Uma auxiliar de limpeza de um hospital infantil em São Caetano do Sul, no Estado de São Paulo, foi demitida por justa causa após se recusar a tomar vacina contra a Covid-19. A profissional tentou reverter a dispensa do trabalho na Justiça, mas teve o pedido negado pelo Tribunal Regional do Trabalho da 2ª Região.
Mas não é só a recusa à vacina que pode levar à demissão por justa causa, quando se trata do novo coronavírus. Conforme alertam especialistas, a liberdade dos funcionários "não pode se sobrepor ao direito à vida".
No Espírito Santo, ainda não há registros do tipo, segundo o superintendente regional do Trabalho, Alcimar Candeias. Ele explica, entretanto, que isso não impede que profissionais tenham sido penalizados ou até desligados sem justa causa em situações semelhantes.
A demissão por justa causa ocorre quando há uma falta grave do empregado que resulta no seu desligamento da empresa, com algumas restrições quanto ao recebimento de verbas trabalhistas. Quem é demitido nesta condição não tem direito ao saque do Fundo de Garantia do Tempo de Serviço (FGTS), nem ao seguro-desemprego, por exemplo.
“Mas o empregador precisa justificar o porquê da demissão nesses casos, pois é o último recurso que qualquer empresa deve utilizar. Se optar por desligar o funcionário e ainda assim pagar todos os direitos trabalhistas, aí não precisa dar explicações.”
Ele explica, entretanto, que se a empresa adota como norma geral a exigência de vacinação, o empregado que desrespeita a regra pode ser penalizado. Inclusive, já existe respaldo nas normas trabalhistas para que seja feito o desligamento do trabalhador nestes casos.
Em fevereiro deste ano, o Ministério Público do Trabalho (MPT) definiu que, havendo a disponibilidade de vacina para aquele trabalhador, recusar a tomá-la sem apresentar razões médicas documentadas - como laudo que informe a sensibilidade a algum dos componentes do imunizante - pode levar à demissão por justa causa de modo a não colocar em risco a saúde dos demais empregados.
No ano passado, o Supremo Tribunal Federal (STF) já havia deliberado que, embora não se possa forçar ninguém a receber a vacina, o Estado, por exemplo, pode impor medidas restritivas a quem se recusar a tomar o imunizante. Essas ações poderiam incluir multa, vedação a matrículas em escolas e o impedimento à entrada em determinados lugares.

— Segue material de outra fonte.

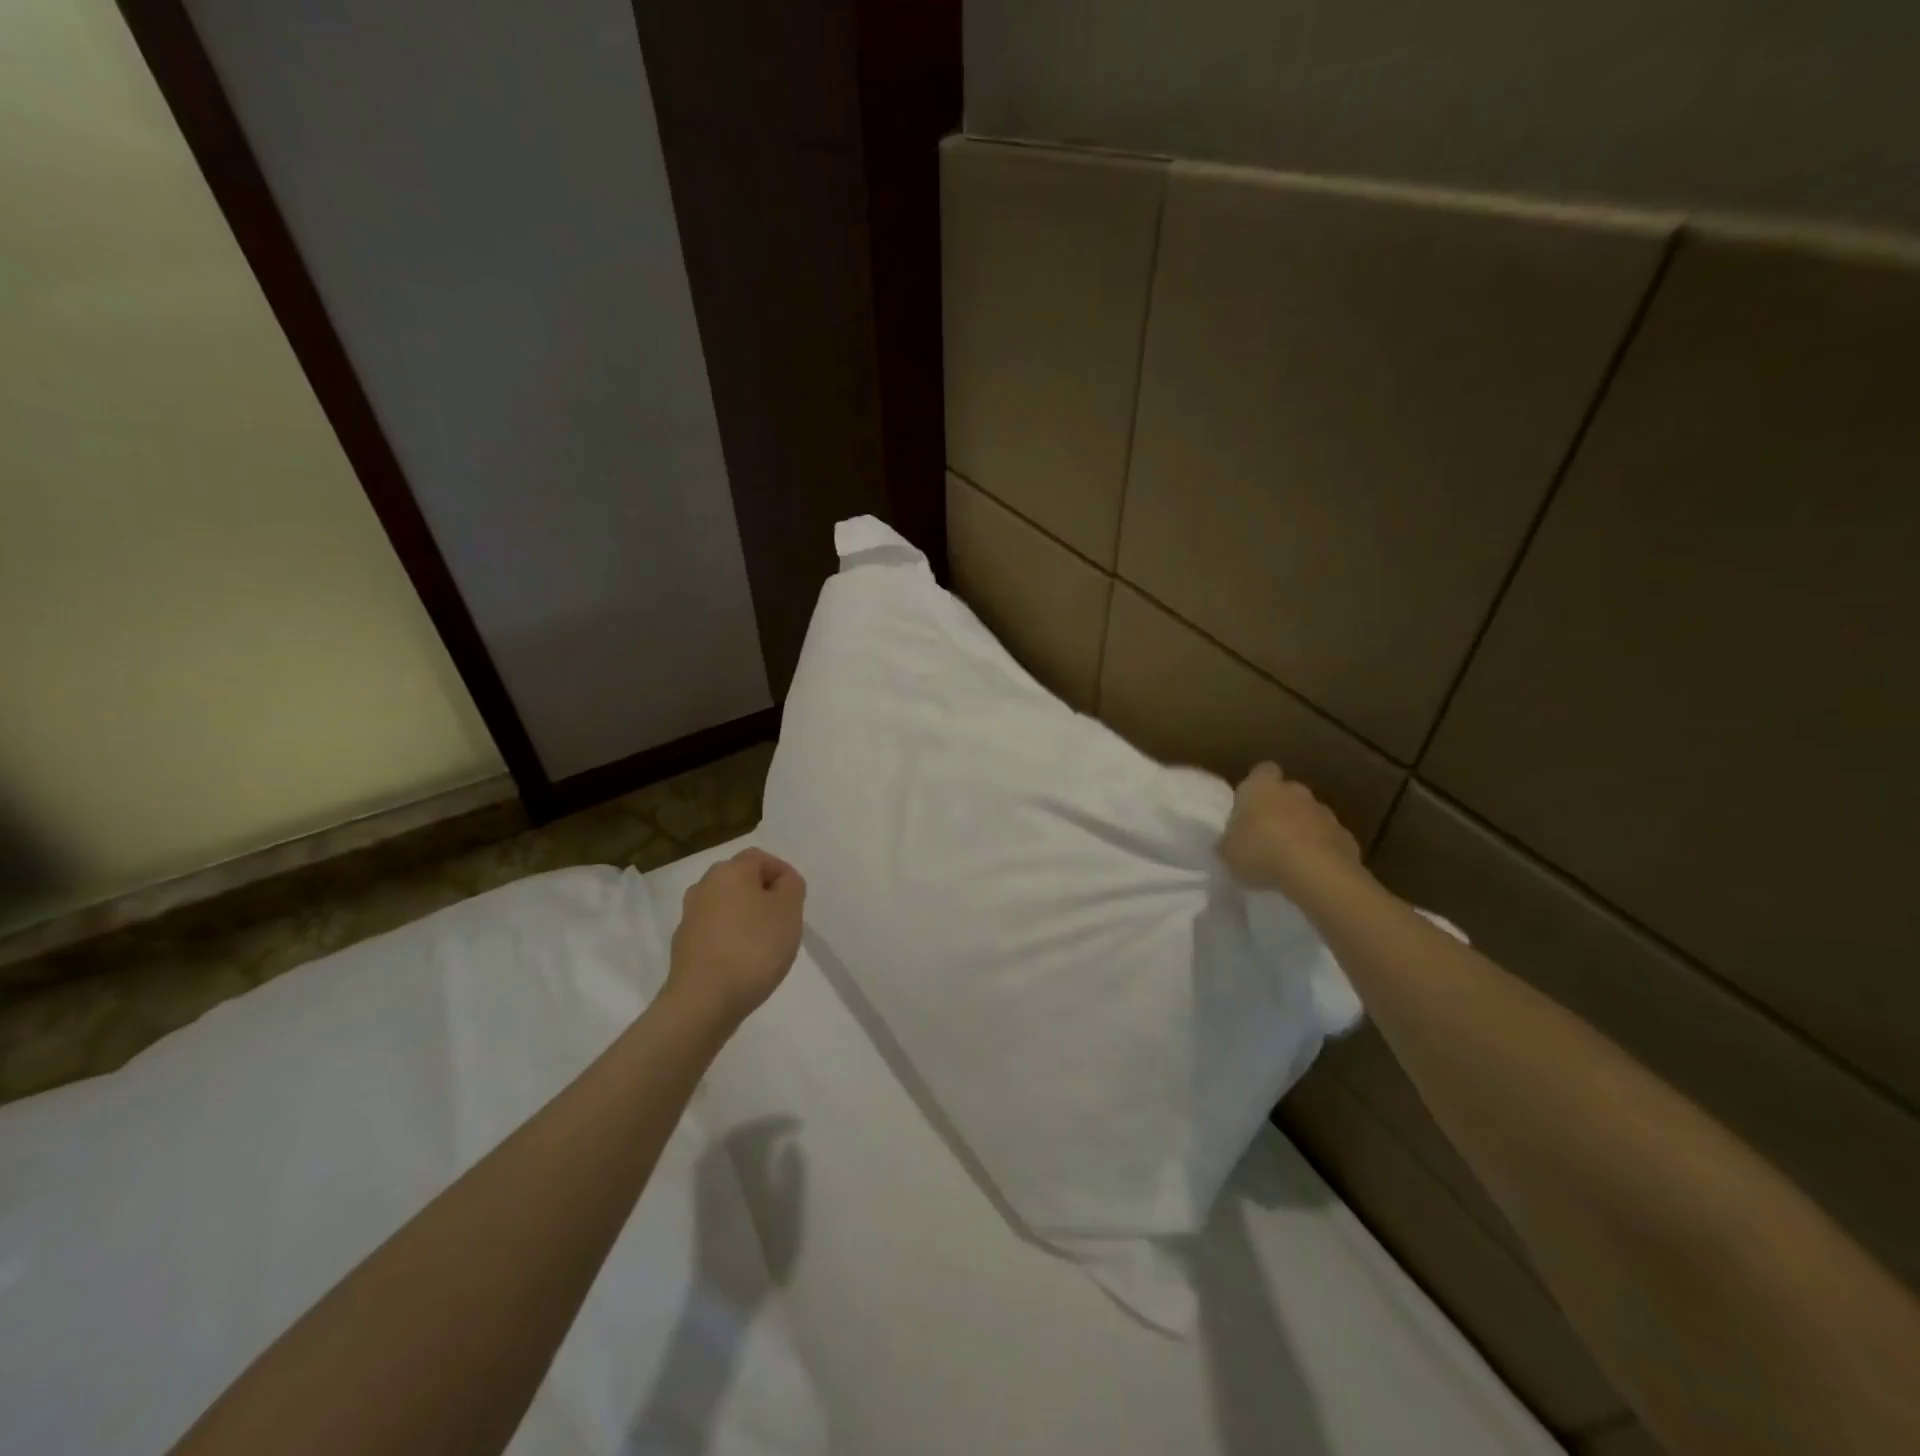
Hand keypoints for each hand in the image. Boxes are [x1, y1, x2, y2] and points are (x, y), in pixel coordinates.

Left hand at [666, 848, 805, 1031]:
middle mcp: (704, 886)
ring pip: (727, 907)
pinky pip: (715, 932)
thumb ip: (791, 886)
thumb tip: (781, 882)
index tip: (797, 899)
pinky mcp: (683, 946)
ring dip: (746, 918)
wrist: (704, 1000)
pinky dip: (731, 939)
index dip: (782, 873)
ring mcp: (690, 917)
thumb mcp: (789, 910)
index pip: (760, 858)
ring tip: (766, 945)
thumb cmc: (753, 947)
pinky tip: (743, 962)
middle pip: (741, 881)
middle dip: (764, 895)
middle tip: (784, 920)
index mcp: (730, 871)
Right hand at [1218, 762, 1365, 902]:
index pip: (1261, 772)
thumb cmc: (1261, 852)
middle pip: (1287, 793)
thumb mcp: (1227, 852)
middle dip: (1278, 810)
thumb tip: (1230, 843)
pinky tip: (1309, 872)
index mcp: (1262, 787)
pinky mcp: (1346, 838)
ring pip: (1309, 816)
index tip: (1248, 808)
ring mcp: (1325, 813)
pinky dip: (1320, 851)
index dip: (1255, 787)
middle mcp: (1295, 792)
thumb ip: (1228, 843)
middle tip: (1264, 837)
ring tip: (1287, 859)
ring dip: (1300, 831)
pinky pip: (1328, 840)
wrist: (1317, 873)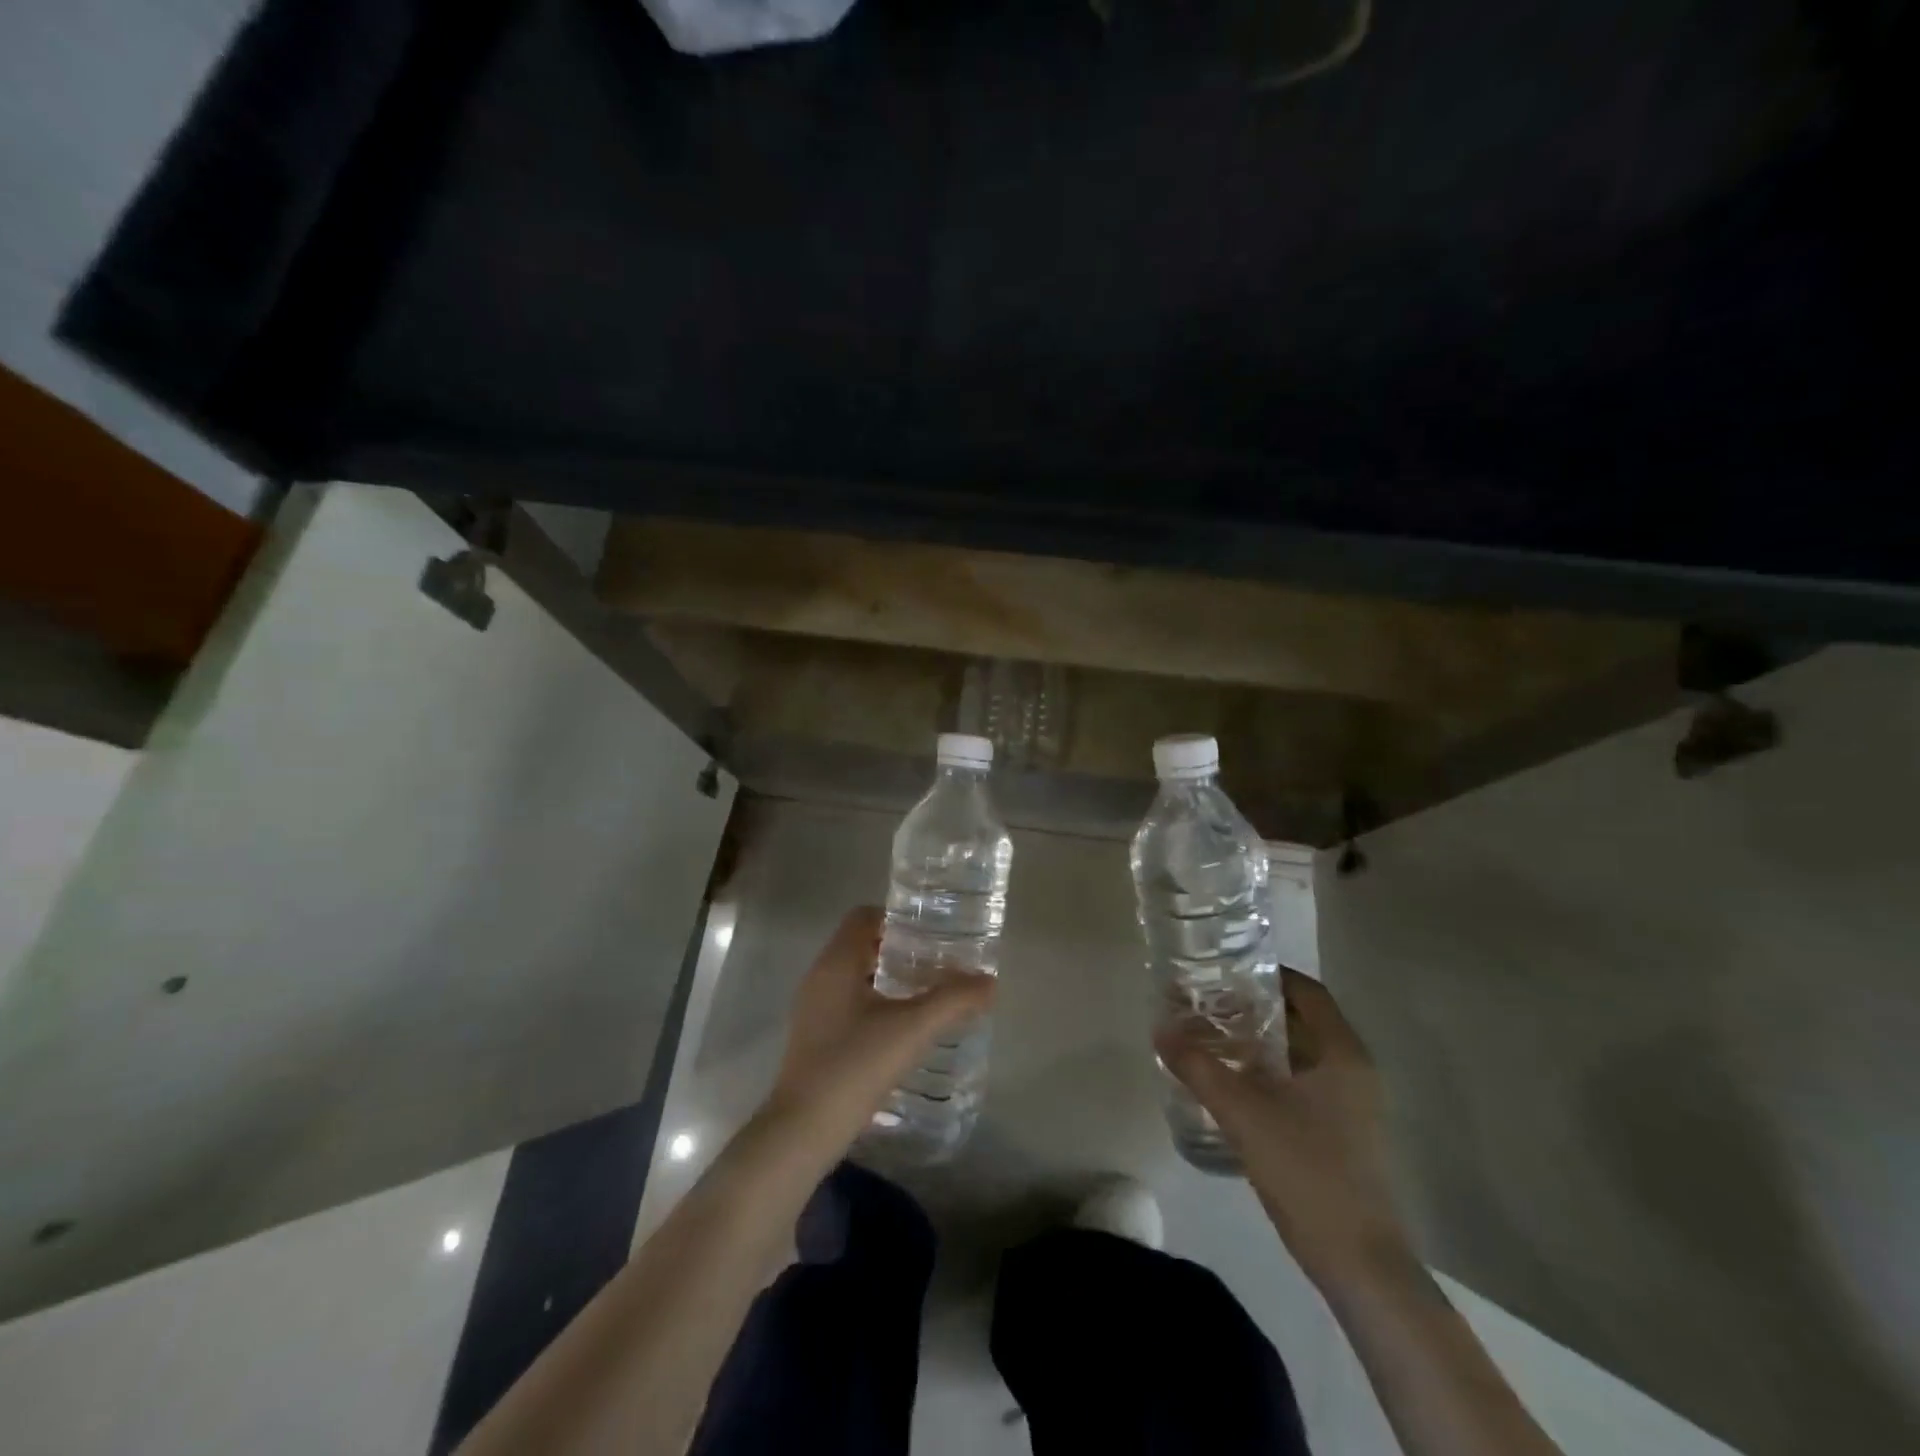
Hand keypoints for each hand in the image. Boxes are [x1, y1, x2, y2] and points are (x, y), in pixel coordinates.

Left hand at [768, 907, 995, 1153]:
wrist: (804, 1131)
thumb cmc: (855, 1065)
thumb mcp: (913, 1029)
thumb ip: (953, 1000)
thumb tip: (990, 982)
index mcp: (837, 962)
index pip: (864, 916)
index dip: (898, 918)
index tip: (931, 933)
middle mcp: (820, 976)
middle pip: (860, 943)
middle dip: (898, 948)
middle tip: (936, 961)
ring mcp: (813, 1008)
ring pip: (853, 973)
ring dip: (887, 975)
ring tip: (925, 991)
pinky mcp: (814, 1036)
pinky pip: (847, 1000)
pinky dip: (874, 1000)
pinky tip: (900, 1026)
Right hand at [1157, 969, 1410, 1291]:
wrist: (1358, 1263)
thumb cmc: (1309, 1172)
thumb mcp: (1244, 1113)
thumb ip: (1199, 1067)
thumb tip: (1160, 1030)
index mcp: (1342, 1053)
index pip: (1306, 990)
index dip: (1267, 974)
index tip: (1224, 970)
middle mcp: (1351, 1070)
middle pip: (1300, 1020)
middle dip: (1253, 1007)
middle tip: (1206, 1001)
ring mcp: (1349, 1104)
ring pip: (1298, 1054)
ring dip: (1257, 1041)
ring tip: (1209, 1035)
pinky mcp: (1339, 1132)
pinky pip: (1299, 1083)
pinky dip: (1266, 1072)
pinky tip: (1229, 1081)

A necessidade de imunização também é defendida pelo advogado trabalhista Ricardo Araújo, que observa que, além deste caso, há outras hipóteses em que o funcionário pode ser dispensado com restrição às verbas rescisórias.
“Para que o funcionário tenha a opção de vacinar-se ou não, a vacina precisa estar disponível para aquele grupo, e, no momento, ainda não está liberada para todos. Mas há outras situações em que a escolha individual coloca em risco a vida de terceiros, como, por exemplo, um funcionário que sabe que está contaminado e ainda assim vai trabalhar. Isso não apenas infringe as normas da empresa, como é considerado um crime, porque a pessoa infectada deve se isolar.”
Ele explica ainda que mesmo que não se tenha confirmação, se o funcionário suspeita que está contaminado ou teve contato com uma pessoa infectada pelo vírus e vai trabalhar normalmente sem comunicar à empresa, também pode ser penalizado.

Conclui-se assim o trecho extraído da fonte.